Dynamics of microparticles trapped in a perfect vortex beam.

We analyze microparticle dynamics within a "perfect" vortex beam. In contrast to other vortex fields, for any given integer value of the topological charge, a "perfect" vortex beam has the same annular intensity profile with fixed radius of peak intensity. For a given topological charge, the field possesses a well-defined orbital angular momentum density at each point in space, invariant with respect to azimuthal position.

An interacting dipole model to explore broadband transverse optical binding.

The demonstration of optical binding of micro-particles placed in intense optical fields has resulted in unique and exciting prospects for studying new forms of condensed matter. The ability to tailor optical fields in the spatial and temporal domains elicits the possibility of creating novel condensed matter with the structure controlled by tailoring the optical field. Here, we theoretically calculate the transverse optical binding forces for nanoparticles within monochromatic and broadband optical fields.

Experimental tests of the new paradigm for laser filamentation in gases.

Since their discovery in the mid-1990s, ultrafast laser filaments in gases have been described as products of a dynamic balance between Kerr self-focusing and defocusing by free electric charges that are generated via multiphoton ionization on the beam axis. This established paradigm has been recently challenged by a suggestion that the Kerr effect saturates and even changes sign at high intensity of light and that this sign reversal, not free-charge defocusing, is the dominant mechanism responsible for the extended propagation of laser filaments. We report qualitative tests of the new theory based on electrical and optical measurements of plasma density in femtosecond laser filaments.

The dark spots of Arago.

We explore the diffraction and propagation of Laguerre- Gaussian beams of varying azimuthal index past a circular obstacle both experimentally and numerically. When the beam and obstacle centers are aligned the famous spot of Arago, which arises for zero azimuthal index, is replaced for non-zero azimuthal indices by a dark spot of Arago, a simple consequence of the conserved phase singularity at the beam center. We explore how the dark spot of Arago behaves as the beam and obstacle centers are progressively misaligned, and find that the central dark spot may break into several dark spots of Arago for higher incident azimuthal index beams.
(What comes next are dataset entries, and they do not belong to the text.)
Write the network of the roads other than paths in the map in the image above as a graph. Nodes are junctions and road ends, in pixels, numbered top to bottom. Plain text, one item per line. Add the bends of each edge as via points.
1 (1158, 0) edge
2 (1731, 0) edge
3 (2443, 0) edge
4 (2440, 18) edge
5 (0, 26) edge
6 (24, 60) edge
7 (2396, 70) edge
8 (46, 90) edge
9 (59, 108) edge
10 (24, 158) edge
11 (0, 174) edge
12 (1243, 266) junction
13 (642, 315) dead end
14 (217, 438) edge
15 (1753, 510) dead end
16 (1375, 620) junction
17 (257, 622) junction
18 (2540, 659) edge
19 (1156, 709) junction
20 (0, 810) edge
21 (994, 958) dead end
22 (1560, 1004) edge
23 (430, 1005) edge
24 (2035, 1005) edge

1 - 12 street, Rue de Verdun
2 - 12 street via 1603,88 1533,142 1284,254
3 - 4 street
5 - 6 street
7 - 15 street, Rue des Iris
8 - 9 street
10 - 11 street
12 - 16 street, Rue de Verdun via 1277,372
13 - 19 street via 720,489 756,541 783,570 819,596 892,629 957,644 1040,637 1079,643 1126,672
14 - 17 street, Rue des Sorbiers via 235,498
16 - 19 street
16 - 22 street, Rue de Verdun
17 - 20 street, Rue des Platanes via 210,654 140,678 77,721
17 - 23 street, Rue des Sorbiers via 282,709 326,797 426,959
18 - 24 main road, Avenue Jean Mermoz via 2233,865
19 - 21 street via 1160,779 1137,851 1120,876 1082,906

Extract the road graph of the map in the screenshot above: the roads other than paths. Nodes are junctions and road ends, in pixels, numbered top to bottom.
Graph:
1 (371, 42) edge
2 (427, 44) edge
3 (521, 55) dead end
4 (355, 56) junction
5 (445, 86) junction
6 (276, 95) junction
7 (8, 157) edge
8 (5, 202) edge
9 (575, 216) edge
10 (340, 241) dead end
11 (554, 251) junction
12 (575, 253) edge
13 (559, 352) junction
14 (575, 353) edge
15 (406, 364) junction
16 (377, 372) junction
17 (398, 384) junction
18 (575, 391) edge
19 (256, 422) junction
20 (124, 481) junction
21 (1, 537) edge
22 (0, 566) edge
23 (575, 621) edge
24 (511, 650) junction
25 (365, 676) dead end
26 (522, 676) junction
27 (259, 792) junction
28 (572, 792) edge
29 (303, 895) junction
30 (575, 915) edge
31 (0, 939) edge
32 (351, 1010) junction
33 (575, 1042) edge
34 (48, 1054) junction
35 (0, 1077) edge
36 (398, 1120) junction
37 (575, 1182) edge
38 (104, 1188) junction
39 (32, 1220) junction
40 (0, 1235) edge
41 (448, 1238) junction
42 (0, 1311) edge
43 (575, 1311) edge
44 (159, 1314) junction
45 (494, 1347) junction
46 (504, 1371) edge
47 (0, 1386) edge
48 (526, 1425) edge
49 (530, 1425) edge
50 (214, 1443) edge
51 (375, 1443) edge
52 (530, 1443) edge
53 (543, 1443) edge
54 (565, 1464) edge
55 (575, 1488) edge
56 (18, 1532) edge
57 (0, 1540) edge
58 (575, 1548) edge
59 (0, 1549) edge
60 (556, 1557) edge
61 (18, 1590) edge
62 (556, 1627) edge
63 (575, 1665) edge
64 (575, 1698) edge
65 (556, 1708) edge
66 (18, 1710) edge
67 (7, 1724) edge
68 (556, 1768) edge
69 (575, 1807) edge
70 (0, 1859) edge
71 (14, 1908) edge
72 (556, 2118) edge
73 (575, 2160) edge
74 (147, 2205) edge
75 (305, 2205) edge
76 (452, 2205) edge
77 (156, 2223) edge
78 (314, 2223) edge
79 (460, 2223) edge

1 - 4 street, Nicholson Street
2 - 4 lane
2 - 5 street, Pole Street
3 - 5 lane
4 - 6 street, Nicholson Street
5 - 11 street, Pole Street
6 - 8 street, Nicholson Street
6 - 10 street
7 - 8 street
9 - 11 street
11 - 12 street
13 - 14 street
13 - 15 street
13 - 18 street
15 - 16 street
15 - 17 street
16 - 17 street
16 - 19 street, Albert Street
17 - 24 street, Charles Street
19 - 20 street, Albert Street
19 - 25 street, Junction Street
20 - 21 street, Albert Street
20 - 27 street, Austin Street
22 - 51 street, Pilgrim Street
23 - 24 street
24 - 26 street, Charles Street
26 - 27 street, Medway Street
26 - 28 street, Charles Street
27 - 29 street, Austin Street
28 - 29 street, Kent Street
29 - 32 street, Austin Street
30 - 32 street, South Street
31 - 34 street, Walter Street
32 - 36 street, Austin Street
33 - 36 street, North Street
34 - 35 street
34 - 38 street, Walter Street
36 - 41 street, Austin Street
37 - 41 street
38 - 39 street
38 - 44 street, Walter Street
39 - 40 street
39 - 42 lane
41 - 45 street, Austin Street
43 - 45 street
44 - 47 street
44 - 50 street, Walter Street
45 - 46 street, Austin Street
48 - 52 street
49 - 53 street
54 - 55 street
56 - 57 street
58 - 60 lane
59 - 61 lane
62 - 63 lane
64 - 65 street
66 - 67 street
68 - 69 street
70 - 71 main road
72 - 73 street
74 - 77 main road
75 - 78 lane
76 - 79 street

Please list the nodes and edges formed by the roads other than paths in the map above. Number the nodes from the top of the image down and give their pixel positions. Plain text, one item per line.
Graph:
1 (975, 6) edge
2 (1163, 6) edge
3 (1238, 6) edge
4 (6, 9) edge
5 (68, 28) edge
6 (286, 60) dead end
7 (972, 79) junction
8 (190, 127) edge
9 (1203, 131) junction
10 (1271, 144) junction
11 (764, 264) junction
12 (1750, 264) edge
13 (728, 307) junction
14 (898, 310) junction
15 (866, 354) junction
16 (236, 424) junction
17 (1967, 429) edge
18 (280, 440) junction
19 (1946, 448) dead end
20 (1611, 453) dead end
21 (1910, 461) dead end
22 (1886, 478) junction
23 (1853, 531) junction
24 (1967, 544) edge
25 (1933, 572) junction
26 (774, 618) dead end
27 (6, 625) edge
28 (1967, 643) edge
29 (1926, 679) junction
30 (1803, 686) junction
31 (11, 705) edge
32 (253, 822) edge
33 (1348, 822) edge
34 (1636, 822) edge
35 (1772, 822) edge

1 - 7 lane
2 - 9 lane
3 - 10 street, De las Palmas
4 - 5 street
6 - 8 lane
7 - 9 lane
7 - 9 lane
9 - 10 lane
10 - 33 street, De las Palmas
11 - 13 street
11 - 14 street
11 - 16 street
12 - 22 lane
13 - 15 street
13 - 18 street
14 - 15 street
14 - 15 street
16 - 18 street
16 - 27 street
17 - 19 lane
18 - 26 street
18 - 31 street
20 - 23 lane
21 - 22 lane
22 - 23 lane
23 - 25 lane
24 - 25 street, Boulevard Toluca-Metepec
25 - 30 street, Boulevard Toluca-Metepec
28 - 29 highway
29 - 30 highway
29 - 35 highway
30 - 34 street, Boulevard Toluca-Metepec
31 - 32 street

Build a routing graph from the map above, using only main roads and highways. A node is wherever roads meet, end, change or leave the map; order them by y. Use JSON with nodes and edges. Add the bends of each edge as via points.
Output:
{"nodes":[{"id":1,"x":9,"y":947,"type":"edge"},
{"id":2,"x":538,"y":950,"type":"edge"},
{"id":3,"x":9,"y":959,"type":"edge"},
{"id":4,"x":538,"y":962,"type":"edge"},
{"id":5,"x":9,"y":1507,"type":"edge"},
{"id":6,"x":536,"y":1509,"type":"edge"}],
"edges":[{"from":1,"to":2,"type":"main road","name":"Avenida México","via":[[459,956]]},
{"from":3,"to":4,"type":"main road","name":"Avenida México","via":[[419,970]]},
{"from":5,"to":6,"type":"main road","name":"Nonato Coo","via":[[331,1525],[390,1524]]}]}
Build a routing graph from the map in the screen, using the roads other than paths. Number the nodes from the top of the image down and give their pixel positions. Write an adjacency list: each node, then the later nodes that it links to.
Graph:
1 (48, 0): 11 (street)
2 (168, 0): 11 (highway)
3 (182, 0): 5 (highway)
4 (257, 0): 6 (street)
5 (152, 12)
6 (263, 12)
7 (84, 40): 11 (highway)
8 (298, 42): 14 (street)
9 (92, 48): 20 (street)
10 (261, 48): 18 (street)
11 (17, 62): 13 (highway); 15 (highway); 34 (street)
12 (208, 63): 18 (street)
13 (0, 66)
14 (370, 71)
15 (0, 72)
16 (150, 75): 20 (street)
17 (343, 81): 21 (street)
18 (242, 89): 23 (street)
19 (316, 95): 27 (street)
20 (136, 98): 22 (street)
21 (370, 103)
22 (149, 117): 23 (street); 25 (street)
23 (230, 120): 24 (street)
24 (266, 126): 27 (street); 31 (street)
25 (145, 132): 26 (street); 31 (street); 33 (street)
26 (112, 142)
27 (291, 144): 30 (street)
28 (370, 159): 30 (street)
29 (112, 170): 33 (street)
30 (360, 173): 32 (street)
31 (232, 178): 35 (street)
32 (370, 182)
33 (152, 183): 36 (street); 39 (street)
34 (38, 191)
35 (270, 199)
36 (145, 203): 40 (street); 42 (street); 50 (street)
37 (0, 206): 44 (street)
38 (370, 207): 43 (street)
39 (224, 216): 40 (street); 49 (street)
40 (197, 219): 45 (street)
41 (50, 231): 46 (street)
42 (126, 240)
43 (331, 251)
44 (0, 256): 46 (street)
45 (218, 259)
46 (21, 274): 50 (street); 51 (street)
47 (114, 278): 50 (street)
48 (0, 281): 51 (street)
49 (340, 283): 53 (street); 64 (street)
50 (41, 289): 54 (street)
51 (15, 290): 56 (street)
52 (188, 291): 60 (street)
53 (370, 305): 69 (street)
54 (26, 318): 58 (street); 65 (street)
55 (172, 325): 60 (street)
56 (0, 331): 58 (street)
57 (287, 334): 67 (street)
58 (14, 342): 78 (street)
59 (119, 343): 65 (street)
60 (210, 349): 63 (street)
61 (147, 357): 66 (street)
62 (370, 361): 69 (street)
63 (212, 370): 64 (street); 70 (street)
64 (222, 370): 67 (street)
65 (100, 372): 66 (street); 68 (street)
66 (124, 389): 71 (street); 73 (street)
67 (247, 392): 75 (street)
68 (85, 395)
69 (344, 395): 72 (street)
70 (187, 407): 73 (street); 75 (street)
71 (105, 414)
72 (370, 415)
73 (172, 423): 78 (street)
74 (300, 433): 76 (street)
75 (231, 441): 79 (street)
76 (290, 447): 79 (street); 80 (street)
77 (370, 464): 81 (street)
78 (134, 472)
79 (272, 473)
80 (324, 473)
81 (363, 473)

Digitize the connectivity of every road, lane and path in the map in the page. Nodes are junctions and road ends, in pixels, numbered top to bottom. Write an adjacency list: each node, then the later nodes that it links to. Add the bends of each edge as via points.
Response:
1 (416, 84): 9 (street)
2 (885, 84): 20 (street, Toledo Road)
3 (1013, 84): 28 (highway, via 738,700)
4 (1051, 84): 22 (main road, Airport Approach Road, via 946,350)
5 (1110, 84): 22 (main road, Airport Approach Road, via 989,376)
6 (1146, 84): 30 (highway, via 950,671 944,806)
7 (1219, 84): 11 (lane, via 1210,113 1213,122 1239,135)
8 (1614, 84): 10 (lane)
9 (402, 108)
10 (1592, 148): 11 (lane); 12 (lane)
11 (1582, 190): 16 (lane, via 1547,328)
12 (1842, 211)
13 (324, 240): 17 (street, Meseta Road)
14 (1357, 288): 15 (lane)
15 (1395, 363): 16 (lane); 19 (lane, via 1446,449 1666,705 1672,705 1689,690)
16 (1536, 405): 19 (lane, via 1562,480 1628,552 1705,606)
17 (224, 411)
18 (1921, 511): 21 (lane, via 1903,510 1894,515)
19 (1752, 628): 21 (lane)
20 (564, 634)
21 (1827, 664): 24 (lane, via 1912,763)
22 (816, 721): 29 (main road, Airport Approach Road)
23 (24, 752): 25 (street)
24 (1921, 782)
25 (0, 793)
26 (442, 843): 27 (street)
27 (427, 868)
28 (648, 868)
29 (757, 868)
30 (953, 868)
Stability and transient effects in nanosecond ultraviolet light filaments in air.

We investigate the transient behavior and stability of nanosecond duration ultraviolet pulses propagating in air. Both the transient behavior arising from the finite pulse duration and the modulational instability, are found to cause pulses to fragment over lengths on the scale of meters. We discuss the theoretical and experimental implications of the instability and transient effects for long duration pulse propagating in air and generating filaments.

Mode properties of an external-cavity laser with Gaussian gain.

We analyze the mode properties of a laser with a Gaussian gain profile by using the beam propagation method. The resonance properties of the Petermann K factor and the M2 beam quality are shown to be related in the vicinity of degenerate cavity geometries. K is unity for a confocal cavity, even under conditions with strong gain guiding, while M2 is a maximum.

Feshbach-resonance-induced atomic filamentation and quantum pair correlation in atom-laser-beam propagation.

We study the propagation of an atom laser beam through a spatial region with a magnetic field tuned around a Feshbach resonance. Magnetic fields below the resonance produce an effective focusing Kerr medium that causes a modulational instability of the atomic beam. Under appropriate circumstances, this results in beam breakup and filamentation seeded by quasiparticle fluctuations and in the generation of correlated atomic pairs.